# Data for review
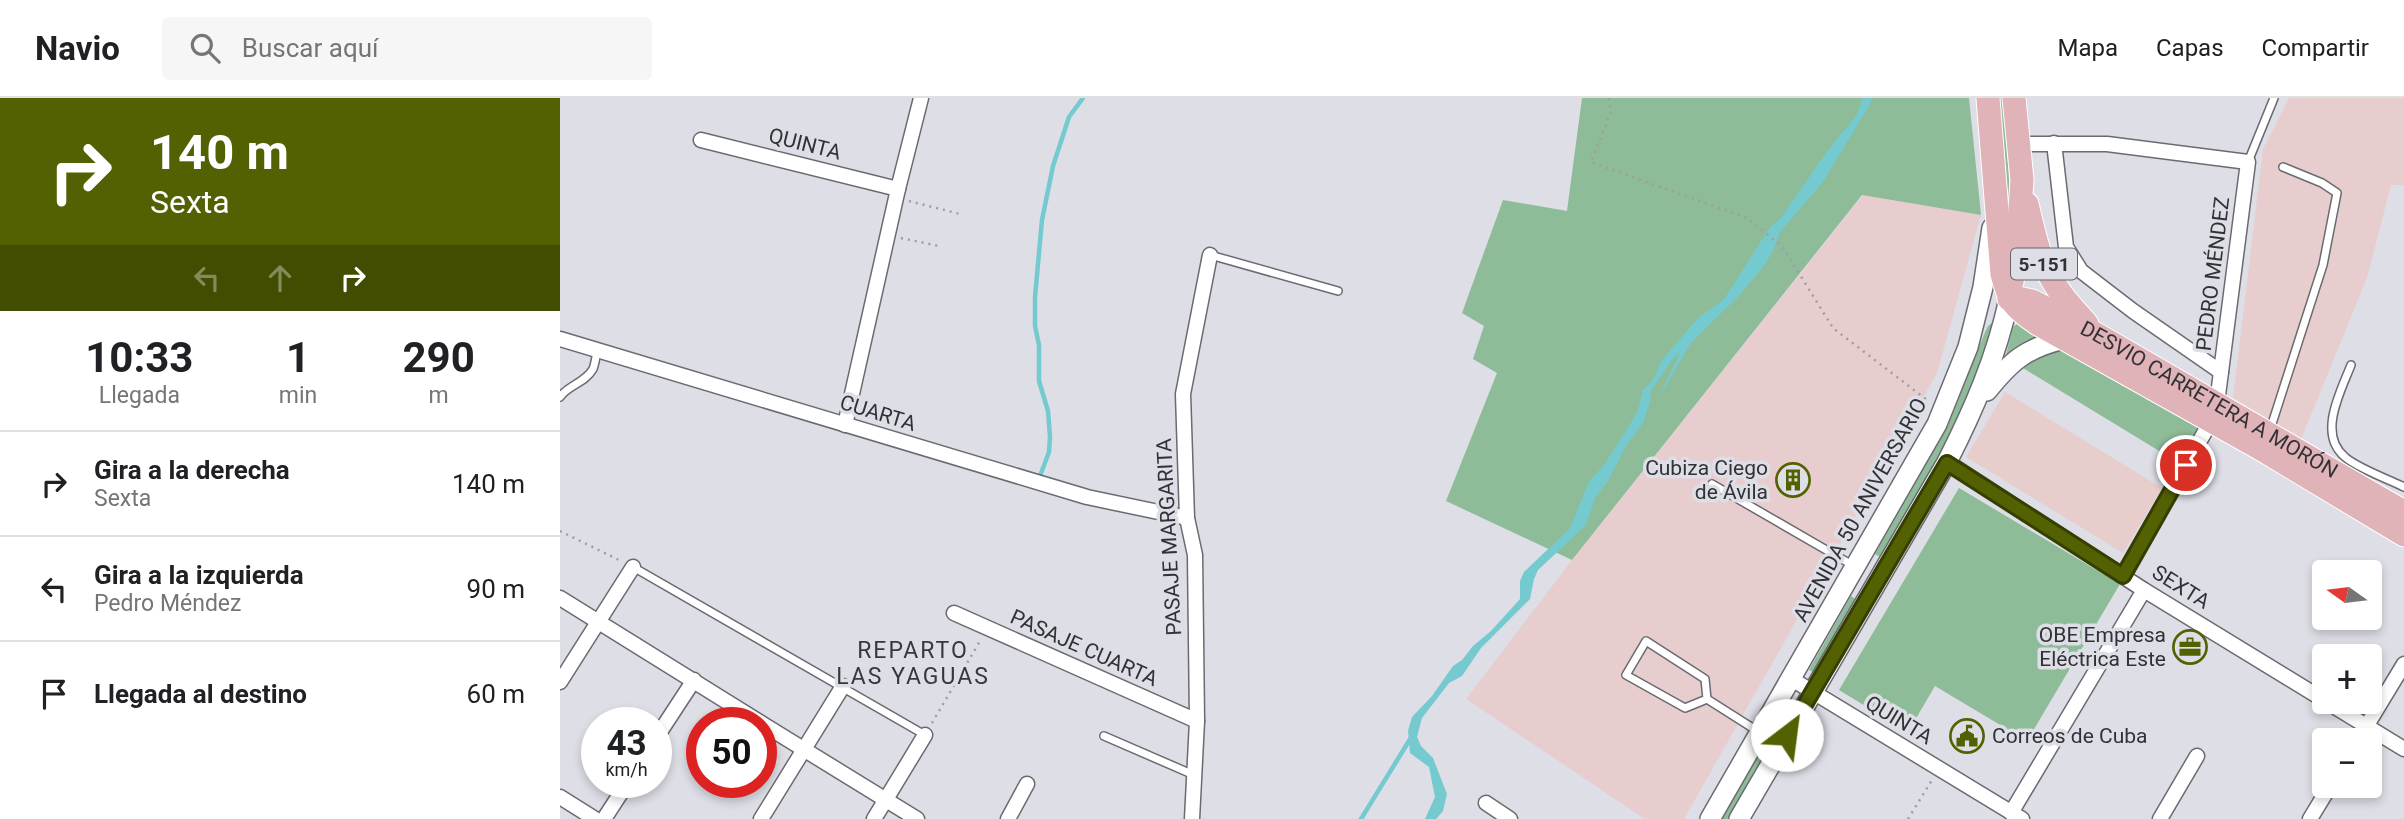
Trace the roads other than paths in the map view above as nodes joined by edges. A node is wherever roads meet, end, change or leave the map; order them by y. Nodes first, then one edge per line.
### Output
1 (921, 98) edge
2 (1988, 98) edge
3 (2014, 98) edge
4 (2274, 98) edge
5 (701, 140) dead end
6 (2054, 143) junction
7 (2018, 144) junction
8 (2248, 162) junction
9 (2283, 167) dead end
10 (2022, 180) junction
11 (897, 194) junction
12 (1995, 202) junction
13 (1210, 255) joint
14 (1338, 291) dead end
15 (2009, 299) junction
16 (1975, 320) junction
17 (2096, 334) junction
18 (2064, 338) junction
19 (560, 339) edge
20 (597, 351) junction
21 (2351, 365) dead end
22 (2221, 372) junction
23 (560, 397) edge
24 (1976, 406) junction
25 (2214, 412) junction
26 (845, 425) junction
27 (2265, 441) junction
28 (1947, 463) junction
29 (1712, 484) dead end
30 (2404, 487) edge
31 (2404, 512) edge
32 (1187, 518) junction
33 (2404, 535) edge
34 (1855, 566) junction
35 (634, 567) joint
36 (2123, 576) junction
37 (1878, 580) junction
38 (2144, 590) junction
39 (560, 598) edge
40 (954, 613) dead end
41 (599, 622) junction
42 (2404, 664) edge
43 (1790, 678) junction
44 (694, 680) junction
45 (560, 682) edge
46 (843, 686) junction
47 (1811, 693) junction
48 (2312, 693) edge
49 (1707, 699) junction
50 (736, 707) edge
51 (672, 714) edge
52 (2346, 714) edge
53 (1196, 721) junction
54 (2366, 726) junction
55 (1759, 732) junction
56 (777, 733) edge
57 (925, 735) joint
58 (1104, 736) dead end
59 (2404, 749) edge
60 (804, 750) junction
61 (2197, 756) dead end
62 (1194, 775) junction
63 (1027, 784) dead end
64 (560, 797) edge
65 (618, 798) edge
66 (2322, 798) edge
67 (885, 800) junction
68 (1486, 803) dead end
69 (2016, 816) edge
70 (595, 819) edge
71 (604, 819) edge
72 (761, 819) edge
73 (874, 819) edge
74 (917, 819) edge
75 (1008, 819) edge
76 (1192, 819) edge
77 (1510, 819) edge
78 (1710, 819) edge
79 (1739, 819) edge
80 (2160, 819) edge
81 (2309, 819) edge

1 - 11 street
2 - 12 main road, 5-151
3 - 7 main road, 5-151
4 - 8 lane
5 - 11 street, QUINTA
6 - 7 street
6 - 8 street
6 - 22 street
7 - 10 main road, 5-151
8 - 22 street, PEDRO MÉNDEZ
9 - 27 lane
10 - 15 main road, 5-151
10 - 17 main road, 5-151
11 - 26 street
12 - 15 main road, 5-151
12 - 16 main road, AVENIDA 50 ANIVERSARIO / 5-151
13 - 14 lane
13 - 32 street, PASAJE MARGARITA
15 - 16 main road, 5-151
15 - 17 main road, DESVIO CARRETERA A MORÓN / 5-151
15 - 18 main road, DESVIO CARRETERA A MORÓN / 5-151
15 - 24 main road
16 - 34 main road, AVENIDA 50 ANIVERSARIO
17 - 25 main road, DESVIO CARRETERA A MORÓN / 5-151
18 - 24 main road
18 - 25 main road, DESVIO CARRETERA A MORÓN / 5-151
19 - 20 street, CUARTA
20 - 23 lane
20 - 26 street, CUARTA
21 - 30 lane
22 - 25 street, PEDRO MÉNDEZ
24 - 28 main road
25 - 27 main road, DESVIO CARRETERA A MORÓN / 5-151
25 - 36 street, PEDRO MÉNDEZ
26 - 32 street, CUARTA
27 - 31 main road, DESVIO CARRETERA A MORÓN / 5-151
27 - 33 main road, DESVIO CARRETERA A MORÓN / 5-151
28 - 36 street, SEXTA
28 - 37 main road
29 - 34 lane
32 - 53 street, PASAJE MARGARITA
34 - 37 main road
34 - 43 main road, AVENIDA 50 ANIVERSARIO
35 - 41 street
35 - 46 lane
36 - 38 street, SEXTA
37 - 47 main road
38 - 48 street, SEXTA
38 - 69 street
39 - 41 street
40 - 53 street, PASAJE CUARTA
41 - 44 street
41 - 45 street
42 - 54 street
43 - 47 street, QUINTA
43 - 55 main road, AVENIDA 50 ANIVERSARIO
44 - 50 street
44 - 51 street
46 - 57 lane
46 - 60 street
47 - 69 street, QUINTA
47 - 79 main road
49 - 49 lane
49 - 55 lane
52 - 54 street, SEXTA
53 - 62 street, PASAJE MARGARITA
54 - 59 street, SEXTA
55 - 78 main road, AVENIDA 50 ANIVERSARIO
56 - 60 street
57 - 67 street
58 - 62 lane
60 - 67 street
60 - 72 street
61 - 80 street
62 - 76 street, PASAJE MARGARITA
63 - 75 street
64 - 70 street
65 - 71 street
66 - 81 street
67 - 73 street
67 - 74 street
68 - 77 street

...

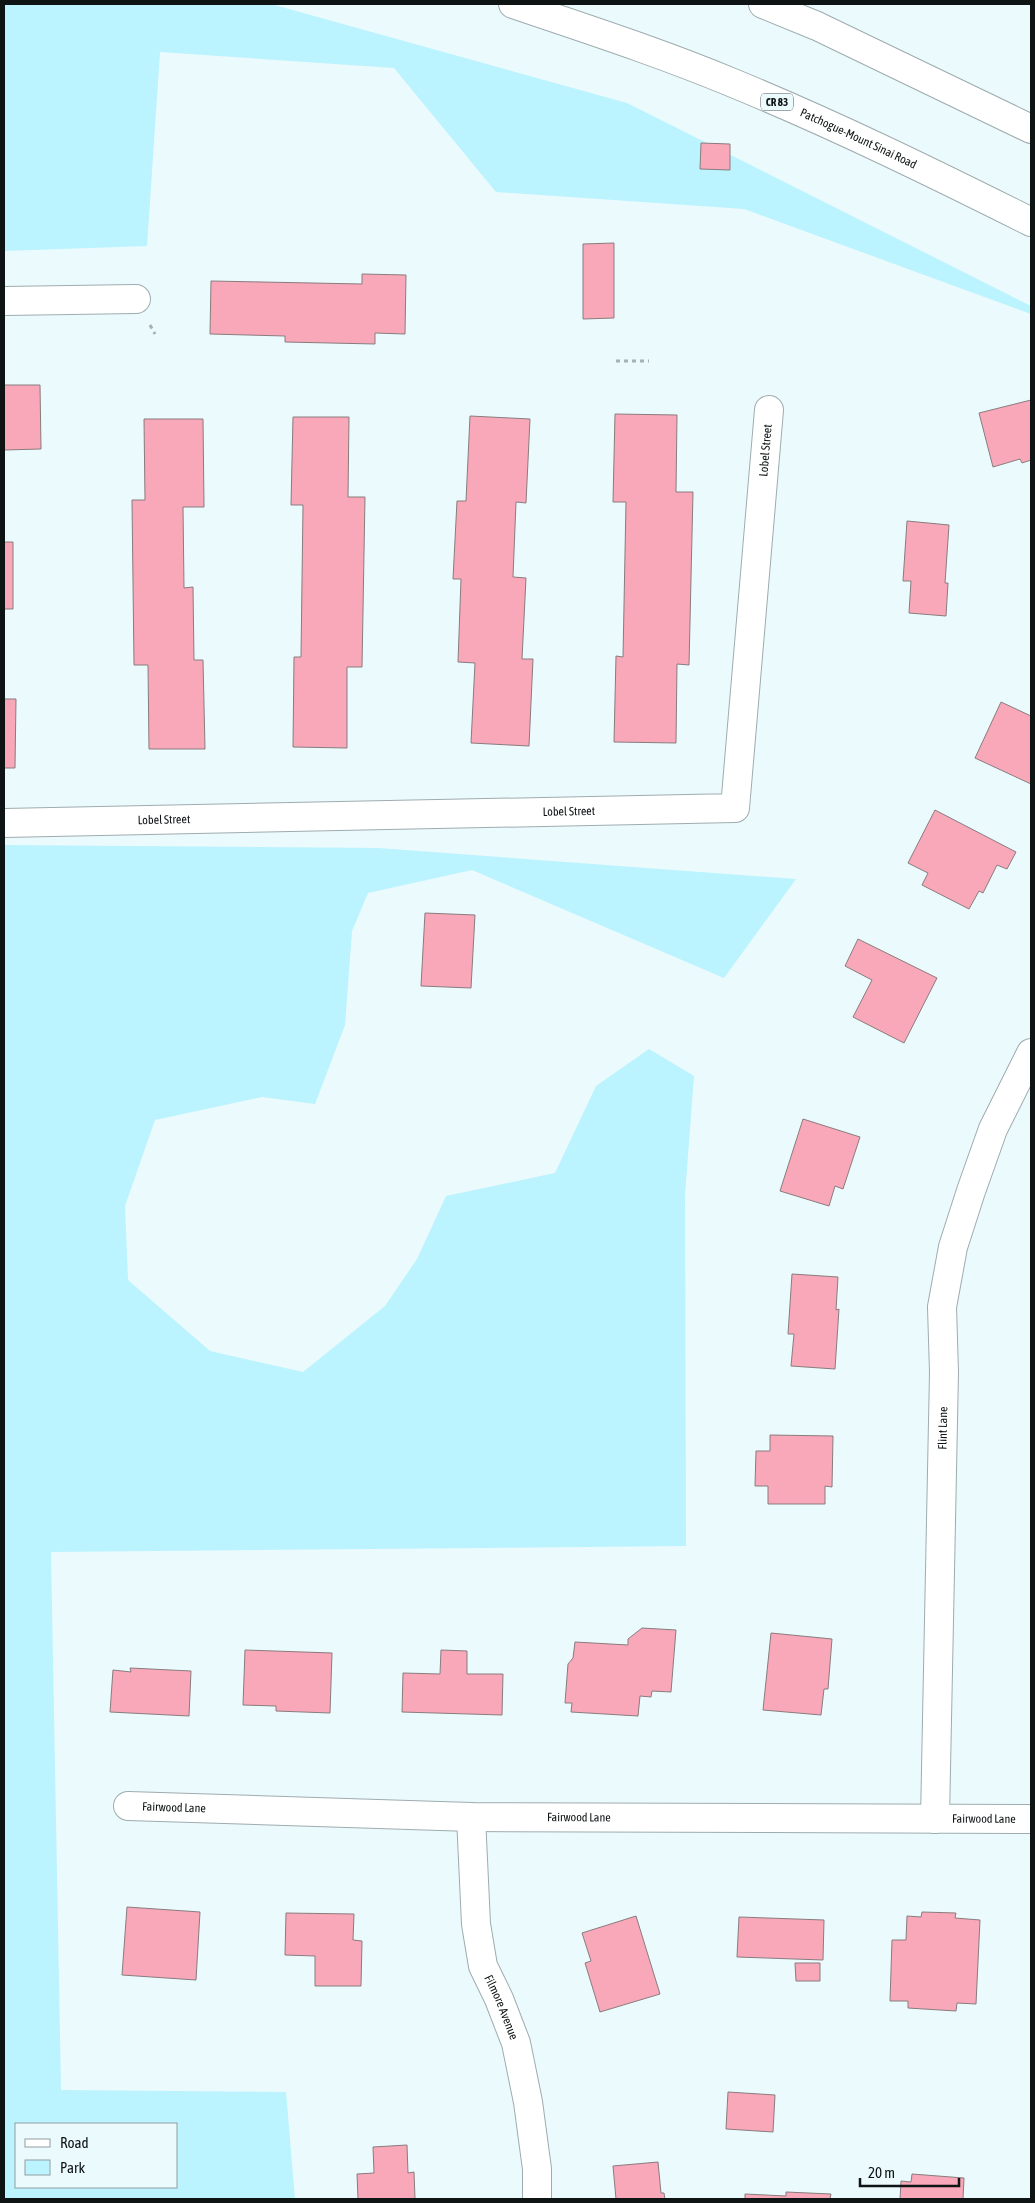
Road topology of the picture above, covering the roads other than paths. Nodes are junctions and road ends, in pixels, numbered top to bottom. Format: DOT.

# Assignment
If a line in the material contains "other", show it.

# Task output
Trace the roads other than paths in the map view above as nodes joined by edges. A node is wherever roads meet, end, change or leave the map; order them by y. Nodes first, then one edge per line.
Road topology of the picture above, covering the roads other than paths. Nodes are junctions and road ends, in pixels, numbered top to bottom. Format: DOT.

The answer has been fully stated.